U.S. Army Lt. Lorenzo Lorain took this photograph of a group of Klamath and Modoc Indians in the summer or fall of 1860.
The traditional territory of the Klamath and Modoc once encompassed the entire Klamath Basin. The Klamath inhabited the northern portion from Klamath Marsh south to present-day Klamath Falls. The Modoc lived in the area from Lost River south to Mount Shasta. In the early contact period, the two groups continued to follow their seasonal subsistence round, which drew on the various ecological zones of the Klamath Basin. While the Klamath were more dependent on local fisheries, the Modoc placed greater emphasis on large game hunting. The harvesting of local plants, roots, and seeds, together with a reliance on waterfowl, complemented the groups’ traditional diet. Given the Natives’ extensive use of the various natural resources within their territory, they came into conflict with Euro American settlers who wished to take control of the land and resources of the Klamath Basin in the mid-nineteenth century. The basin was especially attractive to pioneers seeking fertile grazing areas.

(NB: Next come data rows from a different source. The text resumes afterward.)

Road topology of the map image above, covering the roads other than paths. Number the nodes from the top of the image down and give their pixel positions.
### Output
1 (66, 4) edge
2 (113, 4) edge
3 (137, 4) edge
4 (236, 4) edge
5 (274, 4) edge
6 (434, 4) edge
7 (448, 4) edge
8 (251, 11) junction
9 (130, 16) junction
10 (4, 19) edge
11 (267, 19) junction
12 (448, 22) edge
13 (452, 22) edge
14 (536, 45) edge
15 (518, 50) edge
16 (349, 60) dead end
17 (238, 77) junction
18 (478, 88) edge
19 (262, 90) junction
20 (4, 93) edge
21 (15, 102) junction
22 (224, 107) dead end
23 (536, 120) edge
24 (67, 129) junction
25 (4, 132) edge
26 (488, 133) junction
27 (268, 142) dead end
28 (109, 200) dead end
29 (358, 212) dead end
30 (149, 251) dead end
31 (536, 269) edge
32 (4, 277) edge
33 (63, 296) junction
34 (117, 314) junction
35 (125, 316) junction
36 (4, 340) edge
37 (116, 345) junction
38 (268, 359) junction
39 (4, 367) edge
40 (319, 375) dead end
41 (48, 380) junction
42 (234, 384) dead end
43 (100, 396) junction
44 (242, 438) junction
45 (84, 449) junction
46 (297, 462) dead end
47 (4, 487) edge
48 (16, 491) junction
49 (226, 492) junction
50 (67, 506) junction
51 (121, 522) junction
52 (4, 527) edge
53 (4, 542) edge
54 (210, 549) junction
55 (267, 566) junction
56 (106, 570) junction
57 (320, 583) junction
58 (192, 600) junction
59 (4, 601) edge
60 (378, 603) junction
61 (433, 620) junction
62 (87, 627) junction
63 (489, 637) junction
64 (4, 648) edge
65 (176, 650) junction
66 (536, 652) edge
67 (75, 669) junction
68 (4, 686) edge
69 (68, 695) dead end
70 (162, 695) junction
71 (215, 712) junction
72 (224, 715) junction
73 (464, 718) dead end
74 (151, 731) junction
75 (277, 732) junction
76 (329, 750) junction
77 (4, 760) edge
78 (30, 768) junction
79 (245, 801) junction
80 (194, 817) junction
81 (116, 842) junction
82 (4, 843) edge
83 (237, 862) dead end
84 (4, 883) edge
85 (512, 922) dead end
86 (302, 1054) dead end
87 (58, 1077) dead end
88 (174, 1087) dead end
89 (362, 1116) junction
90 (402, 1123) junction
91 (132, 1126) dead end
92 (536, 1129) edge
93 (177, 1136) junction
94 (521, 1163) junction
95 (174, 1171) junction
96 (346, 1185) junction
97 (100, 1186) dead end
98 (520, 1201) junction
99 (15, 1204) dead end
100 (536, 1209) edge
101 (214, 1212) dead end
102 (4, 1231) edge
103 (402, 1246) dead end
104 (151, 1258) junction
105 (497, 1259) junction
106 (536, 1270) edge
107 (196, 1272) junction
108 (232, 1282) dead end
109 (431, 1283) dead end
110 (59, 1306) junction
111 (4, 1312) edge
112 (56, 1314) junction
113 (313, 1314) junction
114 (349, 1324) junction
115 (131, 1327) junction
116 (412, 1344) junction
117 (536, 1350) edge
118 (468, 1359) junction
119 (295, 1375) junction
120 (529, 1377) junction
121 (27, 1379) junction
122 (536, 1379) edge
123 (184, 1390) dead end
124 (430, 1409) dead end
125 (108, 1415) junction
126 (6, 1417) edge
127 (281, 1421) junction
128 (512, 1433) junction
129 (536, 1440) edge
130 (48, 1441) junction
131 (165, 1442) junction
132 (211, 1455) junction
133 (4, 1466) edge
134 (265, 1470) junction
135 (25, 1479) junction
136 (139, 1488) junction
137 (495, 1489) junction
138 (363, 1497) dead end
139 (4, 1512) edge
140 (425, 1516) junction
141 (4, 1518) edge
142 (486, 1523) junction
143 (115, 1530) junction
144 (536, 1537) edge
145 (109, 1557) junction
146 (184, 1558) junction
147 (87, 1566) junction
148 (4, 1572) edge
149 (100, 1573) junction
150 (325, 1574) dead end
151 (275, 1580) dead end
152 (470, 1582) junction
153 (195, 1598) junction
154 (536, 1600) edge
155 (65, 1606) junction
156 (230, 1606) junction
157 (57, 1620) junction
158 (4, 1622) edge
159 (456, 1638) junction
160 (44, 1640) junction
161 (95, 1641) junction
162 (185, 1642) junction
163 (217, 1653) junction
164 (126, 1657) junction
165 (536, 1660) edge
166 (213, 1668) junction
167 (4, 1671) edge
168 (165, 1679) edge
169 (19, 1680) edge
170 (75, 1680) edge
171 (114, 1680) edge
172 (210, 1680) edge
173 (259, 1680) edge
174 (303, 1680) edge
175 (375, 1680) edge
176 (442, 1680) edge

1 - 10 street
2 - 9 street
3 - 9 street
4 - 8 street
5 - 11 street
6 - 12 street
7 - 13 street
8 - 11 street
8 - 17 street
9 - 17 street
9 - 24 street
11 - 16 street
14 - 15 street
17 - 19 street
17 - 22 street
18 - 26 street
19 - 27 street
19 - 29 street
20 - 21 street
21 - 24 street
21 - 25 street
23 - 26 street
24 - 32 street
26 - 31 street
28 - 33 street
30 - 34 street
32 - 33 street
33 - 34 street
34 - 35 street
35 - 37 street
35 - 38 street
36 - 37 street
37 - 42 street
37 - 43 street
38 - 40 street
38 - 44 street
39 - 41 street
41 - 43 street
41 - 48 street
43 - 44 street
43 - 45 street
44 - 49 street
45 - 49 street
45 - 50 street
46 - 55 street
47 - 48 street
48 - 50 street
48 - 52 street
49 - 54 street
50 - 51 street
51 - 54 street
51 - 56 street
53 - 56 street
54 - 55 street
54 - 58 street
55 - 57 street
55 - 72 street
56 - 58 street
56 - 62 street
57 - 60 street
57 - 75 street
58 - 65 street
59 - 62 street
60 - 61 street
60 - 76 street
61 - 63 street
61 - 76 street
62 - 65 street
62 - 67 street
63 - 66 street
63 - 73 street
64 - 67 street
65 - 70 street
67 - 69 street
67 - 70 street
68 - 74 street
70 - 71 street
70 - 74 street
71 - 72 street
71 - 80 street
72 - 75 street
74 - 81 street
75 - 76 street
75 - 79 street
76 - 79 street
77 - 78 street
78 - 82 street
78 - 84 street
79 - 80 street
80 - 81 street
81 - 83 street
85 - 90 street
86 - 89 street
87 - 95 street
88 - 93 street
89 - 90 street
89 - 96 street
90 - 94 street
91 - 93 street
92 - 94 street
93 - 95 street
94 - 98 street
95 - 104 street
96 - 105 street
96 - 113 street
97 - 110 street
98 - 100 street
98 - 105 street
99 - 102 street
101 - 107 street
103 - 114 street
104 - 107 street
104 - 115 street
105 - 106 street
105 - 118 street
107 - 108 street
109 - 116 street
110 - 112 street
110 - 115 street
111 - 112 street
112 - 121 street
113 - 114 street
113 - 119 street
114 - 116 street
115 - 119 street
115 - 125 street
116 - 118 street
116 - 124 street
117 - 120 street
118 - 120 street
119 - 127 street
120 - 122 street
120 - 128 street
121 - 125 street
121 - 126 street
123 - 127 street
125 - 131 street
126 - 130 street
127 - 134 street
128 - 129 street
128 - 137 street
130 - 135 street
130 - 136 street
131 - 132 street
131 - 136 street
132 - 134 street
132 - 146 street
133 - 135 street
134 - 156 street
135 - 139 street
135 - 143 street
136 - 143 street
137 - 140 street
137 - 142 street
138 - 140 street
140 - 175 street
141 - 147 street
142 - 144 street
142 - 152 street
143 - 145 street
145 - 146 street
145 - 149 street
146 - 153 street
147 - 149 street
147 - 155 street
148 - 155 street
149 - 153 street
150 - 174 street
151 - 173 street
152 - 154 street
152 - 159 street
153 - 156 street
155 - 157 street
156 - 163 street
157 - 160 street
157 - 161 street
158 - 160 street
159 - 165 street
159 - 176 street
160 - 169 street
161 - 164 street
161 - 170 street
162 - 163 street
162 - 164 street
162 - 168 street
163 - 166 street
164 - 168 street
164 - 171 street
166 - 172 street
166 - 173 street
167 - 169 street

Under increasing pressure from Euro American settlement, the Klamath and Modoc signed the Klamath Lake Treaty of 1864. This treaty reserved lands in the Upper Klamath and Agency lakes areas, as well as the Williamson and Sprague drainages, for both the Klamath and the Modoc. During the 1860s, tensions developed on the reservation between the Klamath and Modoc, and in the late 1860s, a group of Modoc led by Kintpuash (Captain Jack) returned to their homes on the Lost River, located south of the Oregon-California border. Unfortunately, American settlers continued to move into the ceded lands of the Modoc and conflicts arose. Both local and federal officials pressured Kintpuash and his group to return to the Klamath Reservation. When he resisted, they called on the U.S. Army to force the Modoc back on the reservation. This crisis precipitated the Modoc War of 1872-73, which began in late November 1872 when a U.S. cavalry unit dispatched to the region attacked Kintpuash’s village. Although Kintpuash led a daring six-month defensive campaign against superior numbers, he and his followers were eventually forced to surrender. Kintpuash and three other leaders were hanged for their role in the killing of three peace commissioners. In October 1873, the 155 surviving members of Kintpuash’s group were deported to Indian Territory. (Oklahoma). Some of these survivors were allowed to return to the Klamath Reservation after 1900.
Stern, Theodore. “Klamath and Modoc.” In Handbook of North American Indians. Vol. 12. Plateau. Edited by Deward E. Walker. Washington D.C., 1998, 446-465.
Murray, Keith. The Modocs and Their War. Norman, Okla., 1959.
Stern, Theodore. The Klamath Tribe: A People and Their Reservation. Seattle, Wash., 1965.